There is perhaps a certain irony in the concern expressed above to develop Web sites as a strategic means of access to EIS and as a promotional tool. The findings of Strand A suggest that a very low percentage of respondents make use of HEI Web sites as a means of accessing EISs. Only 11.11% of all respondents regularly access their own HEI Web site and a mere 3.89% used the Web site for the critical incident search.

 

7.6 Methodological recommendations

7.6.1 Web survey

The JISC call required "a survey of resource access provided by individual HEIs" however, apart from highlighting several surprisingly high figures for resources on HEI Web sites (individual electronic journals, informational and institutional Web sites, remote OPACs and gateways), the survey in this form was not very informative.

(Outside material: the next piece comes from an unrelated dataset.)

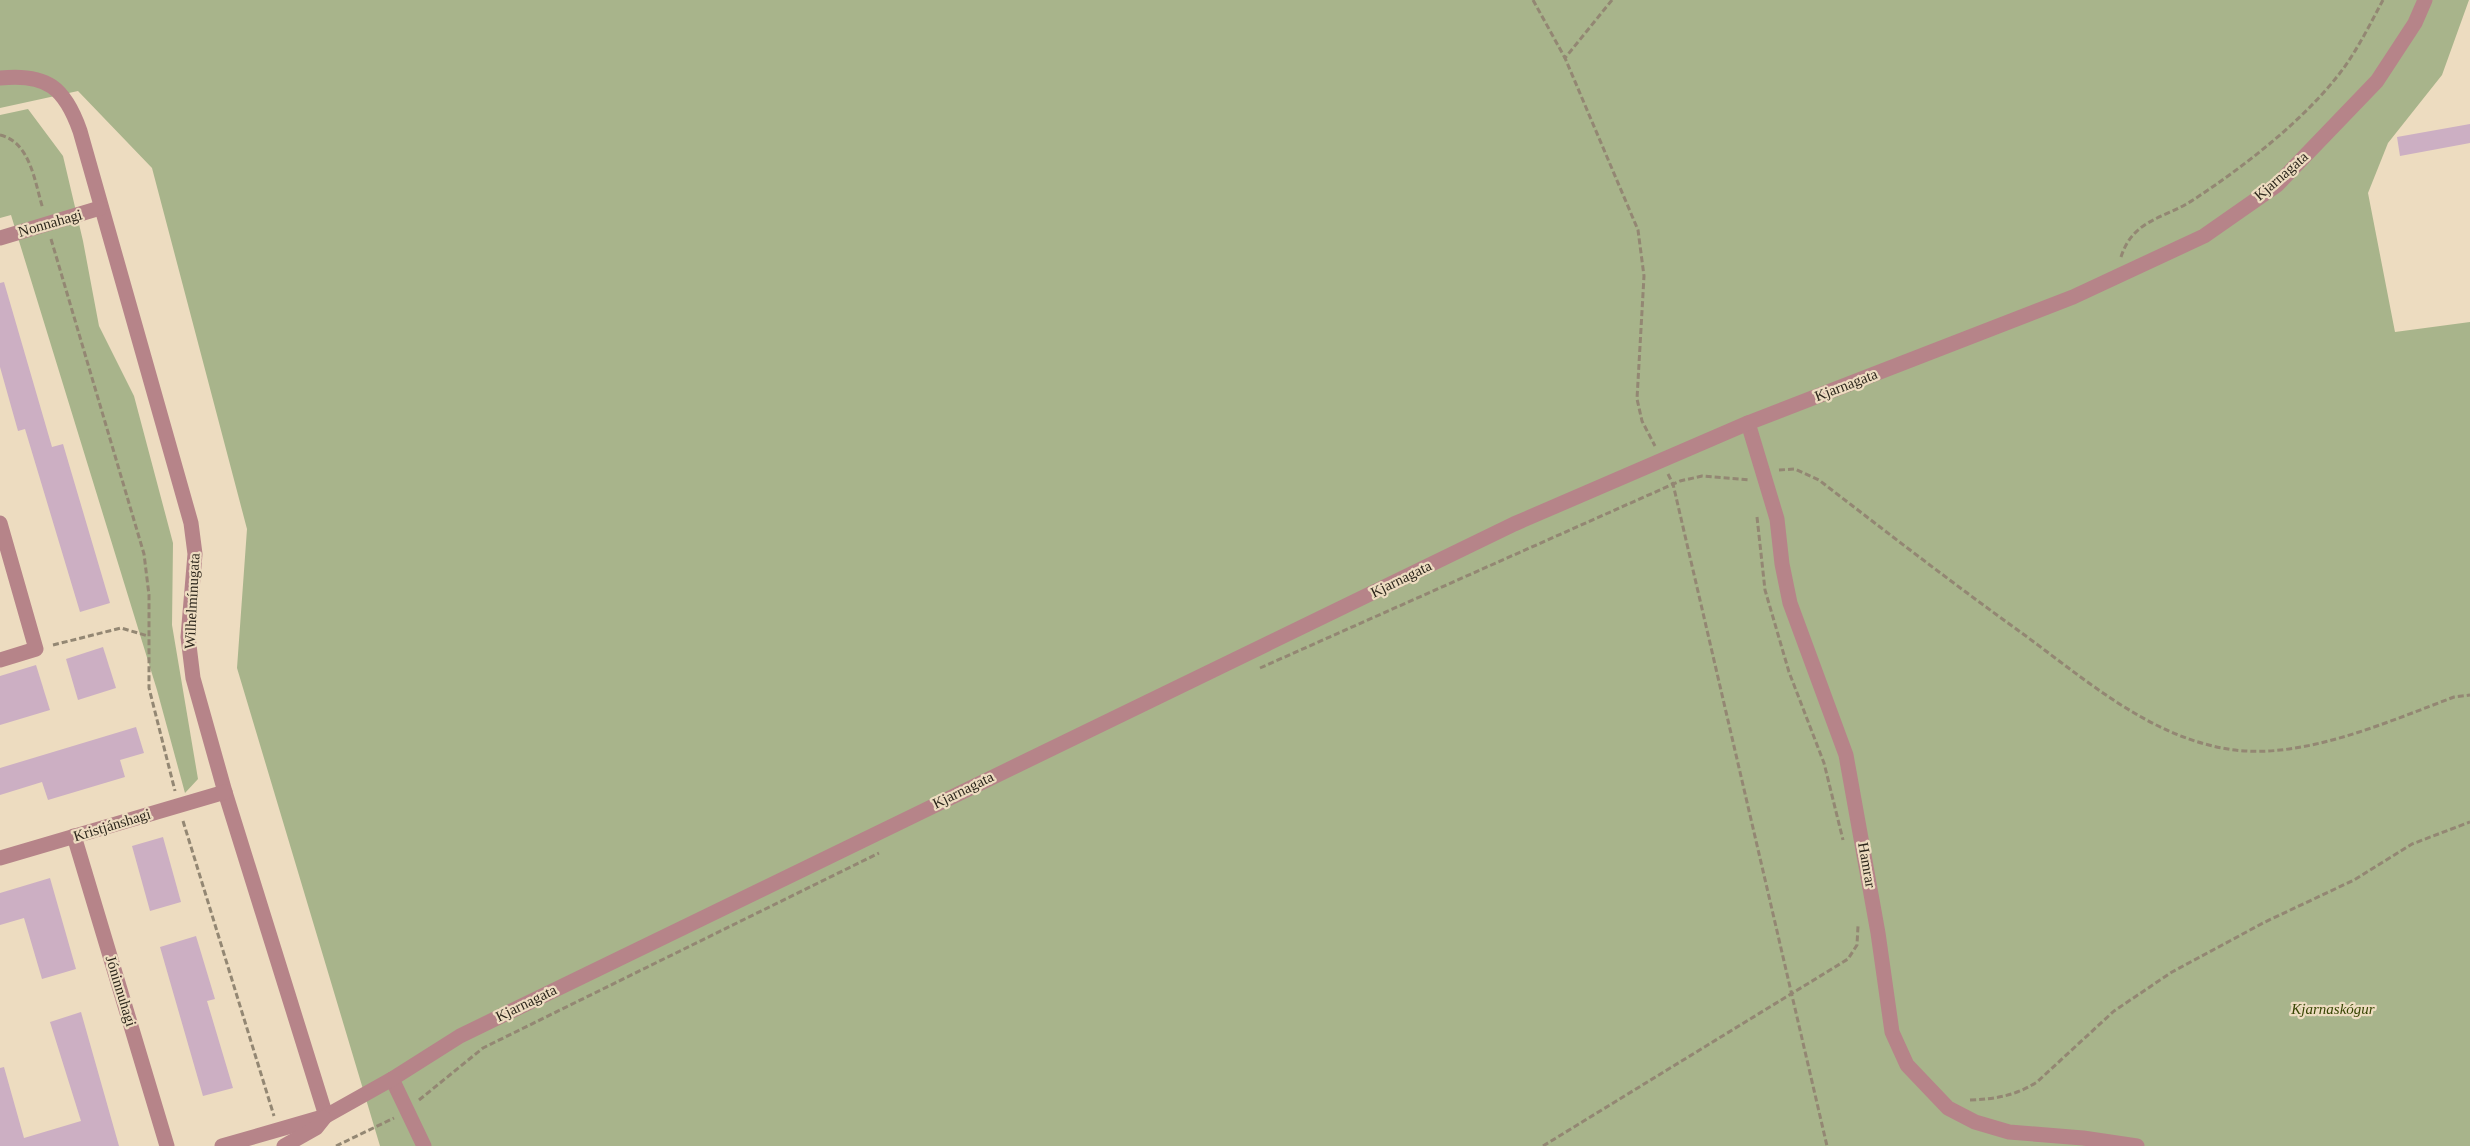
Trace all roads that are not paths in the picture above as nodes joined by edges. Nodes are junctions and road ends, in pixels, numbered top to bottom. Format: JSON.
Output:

For future cycles, the team believes that a survey should go beyond a mere count of links. An examination of the structure and content layout, together with listings of some areas such as gateways or JISC/CHEST resources, of typical HEI information service Web sites, would be more informative. This issue is perhaps more clearly understood from the following examples.

As a first case, most (not here quantified by the Strand C survey) sites offer quite lengthy hierarchical subject trees as well as more general pages. It would be more useful to quantify the amount and degree of subject tree development as the Strand A interviews and questionnaires show that very little use was made of this kind of resource; a resource that must have been labour- and time-intensive to complete and presumably remains a significant drain on time to maintain.

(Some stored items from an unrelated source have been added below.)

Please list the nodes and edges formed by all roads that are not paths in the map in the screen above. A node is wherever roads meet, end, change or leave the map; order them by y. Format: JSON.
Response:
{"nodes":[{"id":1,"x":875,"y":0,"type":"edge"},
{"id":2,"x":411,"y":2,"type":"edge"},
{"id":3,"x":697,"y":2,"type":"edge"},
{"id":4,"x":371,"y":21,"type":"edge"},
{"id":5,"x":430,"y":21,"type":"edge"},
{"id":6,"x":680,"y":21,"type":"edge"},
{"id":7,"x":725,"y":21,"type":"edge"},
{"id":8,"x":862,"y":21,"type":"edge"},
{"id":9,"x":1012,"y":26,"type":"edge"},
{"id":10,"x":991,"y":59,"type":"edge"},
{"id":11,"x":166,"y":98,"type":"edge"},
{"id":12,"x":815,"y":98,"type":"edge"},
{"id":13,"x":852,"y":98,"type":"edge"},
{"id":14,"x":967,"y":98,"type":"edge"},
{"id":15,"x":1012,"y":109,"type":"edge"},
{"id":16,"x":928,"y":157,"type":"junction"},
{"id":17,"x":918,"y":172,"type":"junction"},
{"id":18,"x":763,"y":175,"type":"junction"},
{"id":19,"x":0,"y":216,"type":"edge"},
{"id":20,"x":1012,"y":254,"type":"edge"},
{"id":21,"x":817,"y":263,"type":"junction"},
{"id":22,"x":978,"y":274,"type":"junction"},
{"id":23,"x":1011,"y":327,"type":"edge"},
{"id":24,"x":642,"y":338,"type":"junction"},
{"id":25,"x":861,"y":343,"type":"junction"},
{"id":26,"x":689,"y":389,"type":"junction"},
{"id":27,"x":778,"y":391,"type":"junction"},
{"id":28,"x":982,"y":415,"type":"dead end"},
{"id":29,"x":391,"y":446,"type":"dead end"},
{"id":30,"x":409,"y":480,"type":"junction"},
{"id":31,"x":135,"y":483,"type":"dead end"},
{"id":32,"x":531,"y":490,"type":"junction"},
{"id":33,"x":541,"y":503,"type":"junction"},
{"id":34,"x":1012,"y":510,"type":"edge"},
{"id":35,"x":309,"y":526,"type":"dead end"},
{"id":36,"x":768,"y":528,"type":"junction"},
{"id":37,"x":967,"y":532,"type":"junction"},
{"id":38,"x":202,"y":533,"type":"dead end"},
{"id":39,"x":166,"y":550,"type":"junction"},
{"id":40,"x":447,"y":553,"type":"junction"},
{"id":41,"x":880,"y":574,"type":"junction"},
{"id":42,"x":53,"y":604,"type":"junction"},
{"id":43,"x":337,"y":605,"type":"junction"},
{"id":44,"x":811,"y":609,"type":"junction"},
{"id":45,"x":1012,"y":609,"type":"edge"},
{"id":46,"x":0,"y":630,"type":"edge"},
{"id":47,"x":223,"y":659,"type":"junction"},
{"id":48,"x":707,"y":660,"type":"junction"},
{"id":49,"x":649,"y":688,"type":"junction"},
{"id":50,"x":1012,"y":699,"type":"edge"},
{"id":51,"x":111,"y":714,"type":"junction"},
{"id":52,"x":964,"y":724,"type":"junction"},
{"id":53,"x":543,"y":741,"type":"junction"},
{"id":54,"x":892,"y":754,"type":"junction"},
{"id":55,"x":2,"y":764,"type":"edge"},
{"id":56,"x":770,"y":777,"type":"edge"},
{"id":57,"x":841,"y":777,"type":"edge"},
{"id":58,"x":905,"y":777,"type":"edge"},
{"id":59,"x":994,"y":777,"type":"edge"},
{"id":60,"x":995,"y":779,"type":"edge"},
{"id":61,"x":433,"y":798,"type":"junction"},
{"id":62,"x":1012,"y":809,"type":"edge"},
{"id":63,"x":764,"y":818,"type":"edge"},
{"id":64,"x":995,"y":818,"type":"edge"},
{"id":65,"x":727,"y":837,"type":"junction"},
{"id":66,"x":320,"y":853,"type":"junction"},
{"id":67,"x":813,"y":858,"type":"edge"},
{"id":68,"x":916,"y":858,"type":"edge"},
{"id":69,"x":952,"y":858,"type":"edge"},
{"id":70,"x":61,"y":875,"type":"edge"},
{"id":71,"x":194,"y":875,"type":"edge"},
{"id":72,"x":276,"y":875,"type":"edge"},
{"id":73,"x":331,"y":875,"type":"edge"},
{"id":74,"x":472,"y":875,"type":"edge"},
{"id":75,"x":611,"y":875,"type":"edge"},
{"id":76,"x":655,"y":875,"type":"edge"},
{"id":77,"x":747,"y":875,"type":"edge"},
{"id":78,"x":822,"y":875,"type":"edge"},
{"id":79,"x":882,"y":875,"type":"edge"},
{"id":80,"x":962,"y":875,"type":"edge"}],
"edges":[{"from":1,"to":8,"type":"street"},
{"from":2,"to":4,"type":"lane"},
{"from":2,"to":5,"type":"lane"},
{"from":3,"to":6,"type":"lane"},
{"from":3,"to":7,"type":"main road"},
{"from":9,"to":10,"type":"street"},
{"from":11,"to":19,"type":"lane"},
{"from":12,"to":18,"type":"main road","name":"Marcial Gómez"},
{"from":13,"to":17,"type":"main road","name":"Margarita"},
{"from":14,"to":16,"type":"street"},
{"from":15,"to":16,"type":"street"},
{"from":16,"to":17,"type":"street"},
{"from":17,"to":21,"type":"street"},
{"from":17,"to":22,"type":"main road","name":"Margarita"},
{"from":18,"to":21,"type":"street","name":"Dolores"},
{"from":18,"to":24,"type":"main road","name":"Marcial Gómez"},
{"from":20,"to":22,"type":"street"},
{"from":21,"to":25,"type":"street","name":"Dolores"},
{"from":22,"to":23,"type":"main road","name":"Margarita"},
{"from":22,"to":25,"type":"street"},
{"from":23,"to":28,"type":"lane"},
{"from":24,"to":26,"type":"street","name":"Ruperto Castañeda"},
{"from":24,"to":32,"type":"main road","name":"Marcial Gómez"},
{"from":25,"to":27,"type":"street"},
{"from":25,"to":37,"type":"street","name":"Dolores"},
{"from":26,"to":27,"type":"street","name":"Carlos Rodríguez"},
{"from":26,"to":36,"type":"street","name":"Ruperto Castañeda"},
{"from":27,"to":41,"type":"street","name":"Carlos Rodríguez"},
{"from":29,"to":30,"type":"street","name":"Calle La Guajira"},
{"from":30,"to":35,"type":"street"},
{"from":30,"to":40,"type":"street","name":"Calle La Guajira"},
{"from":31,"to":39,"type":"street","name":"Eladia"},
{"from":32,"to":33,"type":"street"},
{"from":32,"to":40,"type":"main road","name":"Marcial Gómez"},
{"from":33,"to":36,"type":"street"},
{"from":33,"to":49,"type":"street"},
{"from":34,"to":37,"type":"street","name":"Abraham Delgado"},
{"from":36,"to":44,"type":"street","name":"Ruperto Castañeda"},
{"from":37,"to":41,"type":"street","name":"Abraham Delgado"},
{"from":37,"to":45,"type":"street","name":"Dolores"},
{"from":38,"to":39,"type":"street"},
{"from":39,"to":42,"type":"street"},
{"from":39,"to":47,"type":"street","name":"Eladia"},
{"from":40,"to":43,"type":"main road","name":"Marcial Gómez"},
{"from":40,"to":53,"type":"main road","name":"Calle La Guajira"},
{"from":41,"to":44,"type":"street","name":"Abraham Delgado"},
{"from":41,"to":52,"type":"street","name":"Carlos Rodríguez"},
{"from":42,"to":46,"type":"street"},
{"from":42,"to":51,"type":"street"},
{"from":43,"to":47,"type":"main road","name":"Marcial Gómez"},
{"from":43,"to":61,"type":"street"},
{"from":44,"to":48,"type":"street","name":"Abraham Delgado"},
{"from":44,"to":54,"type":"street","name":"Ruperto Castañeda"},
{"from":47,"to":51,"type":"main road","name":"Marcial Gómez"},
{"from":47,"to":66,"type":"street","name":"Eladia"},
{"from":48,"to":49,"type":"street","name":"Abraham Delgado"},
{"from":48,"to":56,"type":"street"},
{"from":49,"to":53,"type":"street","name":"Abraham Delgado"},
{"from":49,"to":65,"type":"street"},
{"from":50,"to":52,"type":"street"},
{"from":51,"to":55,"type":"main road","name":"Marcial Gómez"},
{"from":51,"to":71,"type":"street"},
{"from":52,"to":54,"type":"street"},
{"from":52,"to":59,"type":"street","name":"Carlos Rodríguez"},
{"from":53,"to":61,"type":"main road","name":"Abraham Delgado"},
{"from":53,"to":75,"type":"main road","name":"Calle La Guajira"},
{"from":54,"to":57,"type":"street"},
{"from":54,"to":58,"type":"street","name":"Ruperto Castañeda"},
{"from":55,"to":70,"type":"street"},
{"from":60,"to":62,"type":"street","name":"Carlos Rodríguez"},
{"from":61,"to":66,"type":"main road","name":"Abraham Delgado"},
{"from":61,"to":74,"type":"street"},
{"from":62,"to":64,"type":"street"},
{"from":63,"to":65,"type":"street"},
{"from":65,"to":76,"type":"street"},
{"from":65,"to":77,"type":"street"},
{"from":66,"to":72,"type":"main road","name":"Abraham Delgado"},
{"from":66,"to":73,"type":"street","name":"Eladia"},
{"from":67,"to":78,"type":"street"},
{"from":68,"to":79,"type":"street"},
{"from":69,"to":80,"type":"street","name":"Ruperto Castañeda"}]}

A second example concerns subject gateways and the possible links from HEI departmental web pages to those of the library (particularly to the subject trees) and vice versa. It would be instructive to determine how often the gateway function was duplicated (with either the same or different links) and how often one gateway simply pointed to, and used, the other.

 

7.6.2 Purchasing Interviews

The team felt that the survey instrument was satisfactory and that it could be used, with minor alterations to reflect current concerns, in the second cycle. During the interviews senior librarians noted that they had found the survey instrument and the interview a useful catalyst to reflect on current issues and problems.